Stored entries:
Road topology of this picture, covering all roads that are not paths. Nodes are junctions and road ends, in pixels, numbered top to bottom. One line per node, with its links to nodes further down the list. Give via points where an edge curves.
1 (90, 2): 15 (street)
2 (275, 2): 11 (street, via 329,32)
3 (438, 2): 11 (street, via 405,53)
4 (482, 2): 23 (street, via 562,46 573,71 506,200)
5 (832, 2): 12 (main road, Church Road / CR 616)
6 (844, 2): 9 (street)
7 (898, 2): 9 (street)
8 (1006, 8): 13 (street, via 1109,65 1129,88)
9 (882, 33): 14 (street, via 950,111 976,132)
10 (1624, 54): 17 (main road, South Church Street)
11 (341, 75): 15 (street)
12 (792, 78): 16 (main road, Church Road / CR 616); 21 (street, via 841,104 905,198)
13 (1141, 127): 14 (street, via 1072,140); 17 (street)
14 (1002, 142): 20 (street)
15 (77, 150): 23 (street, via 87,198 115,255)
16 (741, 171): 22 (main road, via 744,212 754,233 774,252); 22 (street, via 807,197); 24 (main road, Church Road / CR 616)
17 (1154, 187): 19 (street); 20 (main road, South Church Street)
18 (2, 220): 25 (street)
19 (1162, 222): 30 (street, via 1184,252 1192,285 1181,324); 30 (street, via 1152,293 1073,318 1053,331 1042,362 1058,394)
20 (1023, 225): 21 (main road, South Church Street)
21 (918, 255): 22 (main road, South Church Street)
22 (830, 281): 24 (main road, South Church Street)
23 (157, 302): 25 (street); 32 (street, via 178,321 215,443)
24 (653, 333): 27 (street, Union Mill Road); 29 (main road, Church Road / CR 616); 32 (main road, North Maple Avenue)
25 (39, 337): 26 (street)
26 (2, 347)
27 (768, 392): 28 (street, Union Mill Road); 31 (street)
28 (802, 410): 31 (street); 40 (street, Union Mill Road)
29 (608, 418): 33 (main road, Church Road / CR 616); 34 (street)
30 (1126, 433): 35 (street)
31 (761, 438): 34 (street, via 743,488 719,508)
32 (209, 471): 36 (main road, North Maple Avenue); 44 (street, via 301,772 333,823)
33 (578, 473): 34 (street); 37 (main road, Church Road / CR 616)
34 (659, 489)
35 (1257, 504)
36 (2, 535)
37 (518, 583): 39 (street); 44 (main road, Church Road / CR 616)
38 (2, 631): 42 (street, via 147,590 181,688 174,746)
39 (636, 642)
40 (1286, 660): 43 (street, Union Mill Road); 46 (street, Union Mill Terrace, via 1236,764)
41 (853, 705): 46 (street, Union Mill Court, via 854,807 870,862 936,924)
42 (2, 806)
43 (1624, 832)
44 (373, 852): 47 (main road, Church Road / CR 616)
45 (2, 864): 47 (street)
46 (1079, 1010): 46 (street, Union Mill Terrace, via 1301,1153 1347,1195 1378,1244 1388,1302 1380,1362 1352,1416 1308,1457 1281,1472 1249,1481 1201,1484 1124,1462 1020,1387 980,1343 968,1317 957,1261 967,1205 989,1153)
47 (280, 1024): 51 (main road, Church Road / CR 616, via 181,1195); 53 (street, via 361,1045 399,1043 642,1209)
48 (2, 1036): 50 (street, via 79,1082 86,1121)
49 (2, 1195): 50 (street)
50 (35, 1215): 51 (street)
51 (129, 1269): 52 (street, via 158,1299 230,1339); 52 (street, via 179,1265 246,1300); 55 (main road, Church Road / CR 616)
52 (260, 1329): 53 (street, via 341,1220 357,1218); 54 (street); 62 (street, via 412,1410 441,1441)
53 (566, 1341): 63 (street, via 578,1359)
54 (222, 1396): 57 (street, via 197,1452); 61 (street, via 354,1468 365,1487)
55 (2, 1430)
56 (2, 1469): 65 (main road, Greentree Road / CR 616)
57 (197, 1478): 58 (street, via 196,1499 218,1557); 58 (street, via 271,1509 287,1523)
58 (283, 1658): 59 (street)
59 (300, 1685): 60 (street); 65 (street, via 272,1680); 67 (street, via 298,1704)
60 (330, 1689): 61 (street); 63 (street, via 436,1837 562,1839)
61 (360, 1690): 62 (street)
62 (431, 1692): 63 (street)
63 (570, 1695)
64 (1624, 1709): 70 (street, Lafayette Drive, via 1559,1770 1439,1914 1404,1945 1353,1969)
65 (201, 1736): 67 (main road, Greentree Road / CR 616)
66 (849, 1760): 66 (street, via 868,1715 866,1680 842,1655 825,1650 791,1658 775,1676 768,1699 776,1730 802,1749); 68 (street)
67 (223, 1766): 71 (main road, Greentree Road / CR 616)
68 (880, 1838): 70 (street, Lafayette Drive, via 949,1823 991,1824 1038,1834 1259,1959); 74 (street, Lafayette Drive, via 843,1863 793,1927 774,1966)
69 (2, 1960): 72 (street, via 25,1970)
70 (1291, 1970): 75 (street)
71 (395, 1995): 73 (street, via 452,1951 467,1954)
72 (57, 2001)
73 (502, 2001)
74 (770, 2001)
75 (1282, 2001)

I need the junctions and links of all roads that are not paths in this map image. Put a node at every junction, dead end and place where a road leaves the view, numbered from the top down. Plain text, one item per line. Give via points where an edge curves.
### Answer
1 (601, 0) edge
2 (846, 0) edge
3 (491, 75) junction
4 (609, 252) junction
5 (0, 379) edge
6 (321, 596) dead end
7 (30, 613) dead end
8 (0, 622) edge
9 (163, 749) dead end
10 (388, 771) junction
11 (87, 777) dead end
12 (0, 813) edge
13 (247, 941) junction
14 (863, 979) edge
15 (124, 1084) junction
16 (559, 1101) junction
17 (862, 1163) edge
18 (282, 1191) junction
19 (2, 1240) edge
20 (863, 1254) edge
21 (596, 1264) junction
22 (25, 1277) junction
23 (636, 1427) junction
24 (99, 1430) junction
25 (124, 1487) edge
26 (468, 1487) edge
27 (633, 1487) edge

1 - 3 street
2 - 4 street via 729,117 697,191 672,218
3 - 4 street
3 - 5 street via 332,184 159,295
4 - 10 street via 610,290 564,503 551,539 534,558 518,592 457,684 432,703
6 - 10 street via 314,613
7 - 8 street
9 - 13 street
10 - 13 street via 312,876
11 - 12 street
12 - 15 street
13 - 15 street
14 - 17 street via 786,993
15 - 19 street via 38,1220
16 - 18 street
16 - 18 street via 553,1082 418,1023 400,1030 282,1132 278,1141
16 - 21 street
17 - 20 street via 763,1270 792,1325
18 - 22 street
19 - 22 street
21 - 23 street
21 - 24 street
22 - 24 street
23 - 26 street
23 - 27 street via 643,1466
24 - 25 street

■ Exercise goal: Search the records above for the string "Maple". Copy every line that contains it.

■ Final answer:
24 (653, 333): 27 (street, Union Mill Road); 29 (main road, Church Road / CR 616); 32 (main road, North Maple Avenue)
32 (209, 471): 36 (main road, North Maple Avenue); 44 (street, via 301,772 333,823)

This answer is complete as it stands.